This is verified as being by the original poster of the question

Dear readers who responded to my question. I would like to provide you with an update and thank-you very much for your support. It has made me feel stronger about myself and that I need to start to respect myself more. I wish it was easier than what it is. I told the guy who wanted me to purchase the toys that I would prefer it if he purchased them. He responded with "I will when I get back to Sydney. Apparently he is on holidays at present. His mext response was "On that note your task is to find the longest fattest cucumber for when I get back"

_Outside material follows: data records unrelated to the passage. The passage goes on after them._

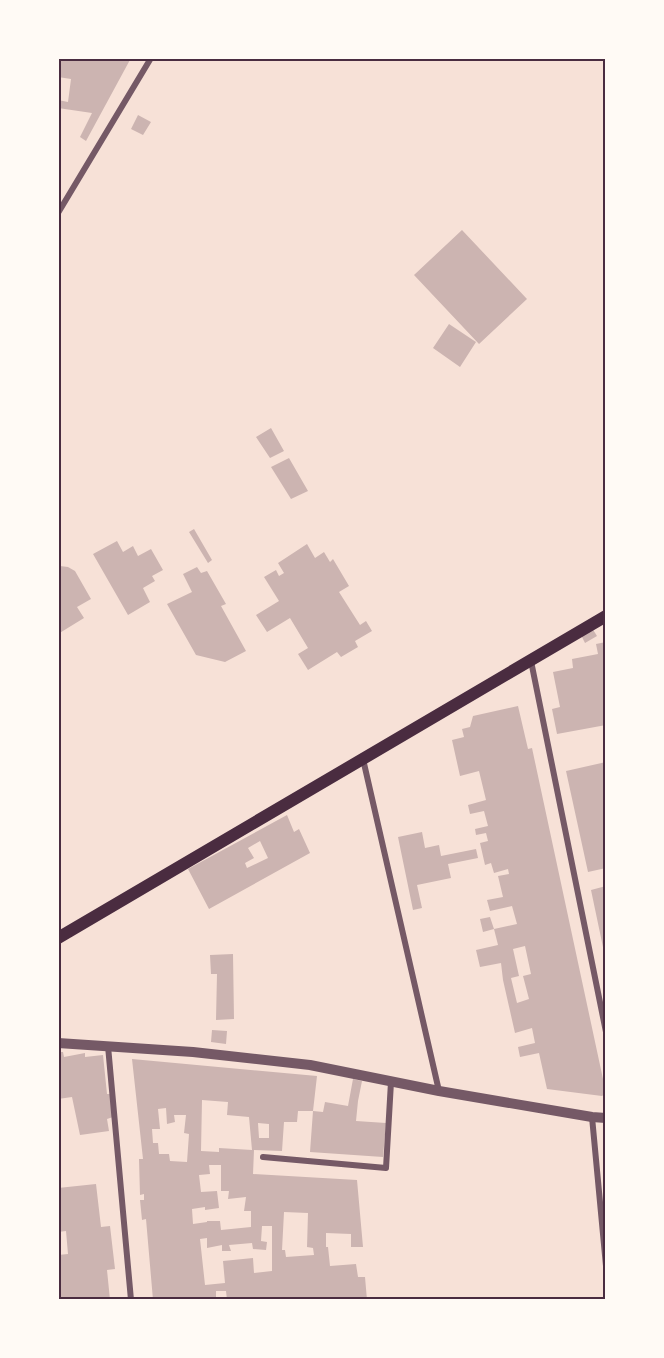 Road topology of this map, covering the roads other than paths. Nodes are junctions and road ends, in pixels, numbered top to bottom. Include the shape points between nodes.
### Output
1 (151, 58) edge
2 (58, 213) edge
3 (606, 616) edge
4 (530, 660) junction
5 (363, 759) junction
6 (58, 938) edge
7 (606, 1032) edge
8 (58, 1043) edge
9 (108, 1046) junction
10 (391, 1082) junction
11 (439, 1092) junction
12 (592, 1117) junction
13 (606, 1118) edge
14 (263, 1157) dead end
15 (606, 1266) edge
16 (131, 1299) edge

1 - 2 street
3 - 4 main road
4 - 5 main road
4 - 7 street
5 - 6 main road
5 - 11 street
8 - 9 street
9 - 10 street via 310,1065
9 - 16 street
10 - 11 street
10 - 14 street via 386,1168
11 - 12 street
12 - 13 street
12 - 15 street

I told him that I had researched anal sex and I did not wish to over stretch myself as it can lead to incontinence. I was surprised at his reaction. I thought that he would tell me to forget it but he didn't. He has now zoomed in on me arriving to Sydney and the fact that as soon as I get off the plane and back on it that I am there to please his cock and do what he wants when he wants. He said he wants a submissive woman.

I emailed him and said that I would not be doing anything with him until I met him in a public place, got to know him, felt comfortable and that I wouldn't be going anywhere alone with him until I felt safe. I also said that I don't want to be pressured. Haven't heard back as yet. And I don't really care anymore. I have no idea how he thinks he can get a women like this because the more he pressures me the more I feel like backing off. I'm starting to wonder whether he is simply into voyarism and that is why he is on one of those dating sites with his request to "Flirt with a woman" Perhaps he is impotent?

Anyway I've decided that enough is enough and I am not going to be going on Skype ever again.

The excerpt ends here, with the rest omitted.